◆ **WORK INSTRUCTIONS**
Retype the material below, keeping each line identical.
• • •
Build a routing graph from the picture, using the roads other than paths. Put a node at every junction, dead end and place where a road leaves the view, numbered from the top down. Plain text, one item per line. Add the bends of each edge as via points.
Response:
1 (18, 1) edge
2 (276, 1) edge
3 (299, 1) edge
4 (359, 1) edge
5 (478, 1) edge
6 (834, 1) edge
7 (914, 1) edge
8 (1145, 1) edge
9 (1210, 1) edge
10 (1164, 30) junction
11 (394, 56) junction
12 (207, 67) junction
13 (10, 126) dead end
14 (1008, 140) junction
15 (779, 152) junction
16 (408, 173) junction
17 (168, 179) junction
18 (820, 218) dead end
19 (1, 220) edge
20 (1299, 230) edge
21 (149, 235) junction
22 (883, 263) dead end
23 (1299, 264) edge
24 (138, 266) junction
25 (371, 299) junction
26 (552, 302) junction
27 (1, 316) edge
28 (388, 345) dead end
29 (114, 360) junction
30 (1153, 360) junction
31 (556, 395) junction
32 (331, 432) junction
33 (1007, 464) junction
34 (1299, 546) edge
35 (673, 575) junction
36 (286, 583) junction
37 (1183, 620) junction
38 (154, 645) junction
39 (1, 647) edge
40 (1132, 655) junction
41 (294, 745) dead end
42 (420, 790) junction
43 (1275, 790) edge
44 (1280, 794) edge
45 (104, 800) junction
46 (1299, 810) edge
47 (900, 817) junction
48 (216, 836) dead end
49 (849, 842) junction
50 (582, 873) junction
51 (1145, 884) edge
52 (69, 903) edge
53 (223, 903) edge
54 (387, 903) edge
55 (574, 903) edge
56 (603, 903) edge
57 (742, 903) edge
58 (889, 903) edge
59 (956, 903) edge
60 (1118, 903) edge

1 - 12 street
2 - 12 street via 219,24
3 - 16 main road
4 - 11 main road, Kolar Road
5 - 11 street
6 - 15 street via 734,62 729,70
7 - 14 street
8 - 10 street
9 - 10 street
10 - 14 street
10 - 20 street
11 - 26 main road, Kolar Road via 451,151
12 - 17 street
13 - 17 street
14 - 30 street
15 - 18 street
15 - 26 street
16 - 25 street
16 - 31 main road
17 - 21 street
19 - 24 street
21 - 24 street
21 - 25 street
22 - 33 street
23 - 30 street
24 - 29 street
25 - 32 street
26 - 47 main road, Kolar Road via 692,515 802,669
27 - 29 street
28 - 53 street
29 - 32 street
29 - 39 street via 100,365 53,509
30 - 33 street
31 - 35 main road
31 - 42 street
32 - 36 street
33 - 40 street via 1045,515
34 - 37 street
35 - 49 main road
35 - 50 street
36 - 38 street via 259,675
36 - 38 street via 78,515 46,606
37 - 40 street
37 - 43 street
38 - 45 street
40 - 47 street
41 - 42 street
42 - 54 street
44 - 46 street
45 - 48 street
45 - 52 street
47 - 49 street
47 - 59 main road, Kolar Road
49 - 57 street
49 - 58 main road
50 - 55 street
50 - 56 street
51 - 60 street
• • •
◆ **ANSWER SECTION**
Build a routing graph from the picture, using the roads other than paths. Put a node at every junction, dead end and place where a road leaves the view, numbered from the top down. Plain text, one item per line. Add the bends of each edge as via points.
Response:
1 (18, 1) edge
2 (276, 1) edge
3 (299, 1) edge
4 (359, 1) edge
5 (478, 1) edge
6 (834, 1) edge
7 (914, 1) edge
8 (1145, 1) edge
9 (1210, 1) edge
10 (1164, 30) junction
11 (394, 56) junction
12 (207, 67) junction
13 (10, 126) dead end
14 (1008, 140) junction
15 (779, 152) junction
16 (408, 173) junction
17 (168, 179) junction
18 (820, 218) dead end
19 (1, 220) edge
20 (1299, 230) edge
21 (149, 235) junction
22 (883, 263) dead end
23 (1299, 264) edge
24 (138, 266) junction
25 (371, 299) junction
26 (552, 302) junction
27 (1, 316) edge
28 (388, 345) dead end
29 (114, 360) junction
30 (1153, 360) junction
31 (556, 395) junction
32 (331, 432) junction
33 (1007, 464) junction
34 (1299, 546) edge
35 (673, 575) junction
36 (286, 583) junction
37 (1183, 620) junction
38 (154, 645) junction
39 (1, 647) edge
40 (1132, 655) junction
41 (294, 745) dead end
42 (420, 790) junction
43 (1275, 790) edge
44 (1280, 794) edge
45 (104, 800) junction
46 (1299, 810) edge
47 (900, 817) junction
48 (216, 836) dead end
49 (849, 842) junction
50 (582, 873) junction
51 (1145, 884) edge
52 (69, 903) edge
53 (223, 903) edge
54 (387, 903) edge
55 (574, 903) edge
56 (603, 903) edge
57 (742, 903) edge
58 (889, 903) edge
59 (956, 903) edge
60 (1118, 903) edge

1 - 12 street
2 - 12 street via 219,24
3 - 16 main road
4 - 11 main road, Kolar Road
5 - 11 street
6 - 15 street via 734,62 729,70
7 - 14 street
8 - 10 street
9 - 10 street
10 - 14 street
10 - 20 street
11 - 26 main road, Kolar Road via 451,151
12 - 17 street
13 - 17 street
14 - 30 street
15 - 18 street
15 - 26 street
16 - 25 street
16 - 31 main road
17 - 21 street
19 - 24 street
21 - 24 street
21 - 25 street
22 - 33 street
23 - 30 street
24 - 29 street
25 - 32 street
26 - 47 main road, Kolar Road via 692,515 802,669
27 - 29 street
28 - 53 street
29 - 32 street
29 - 39 street via 100,365 53,509
30 - 33 street
31 - 35 main road
31 - 42 street
32 - 36 street
33 - 40 street via 1045,515
34 - 37 street
35 - 49 main road
35 - 50 street
36 - 38 street via 259,675
36 - 38 street via 78,515 46,606
37 - 40 street
37 - 43 street
38 - 45 street
40 - 47 street
41 - 42 street
42 - 54 street
44 - 46 street
45 - 48 street
45 - 52 street
47 - 49 street
47 - 59 main road, Kolar Road
49 - 57 street
49 - 58 main road
50 - 55 street
50 - 56 street
51 - 60 street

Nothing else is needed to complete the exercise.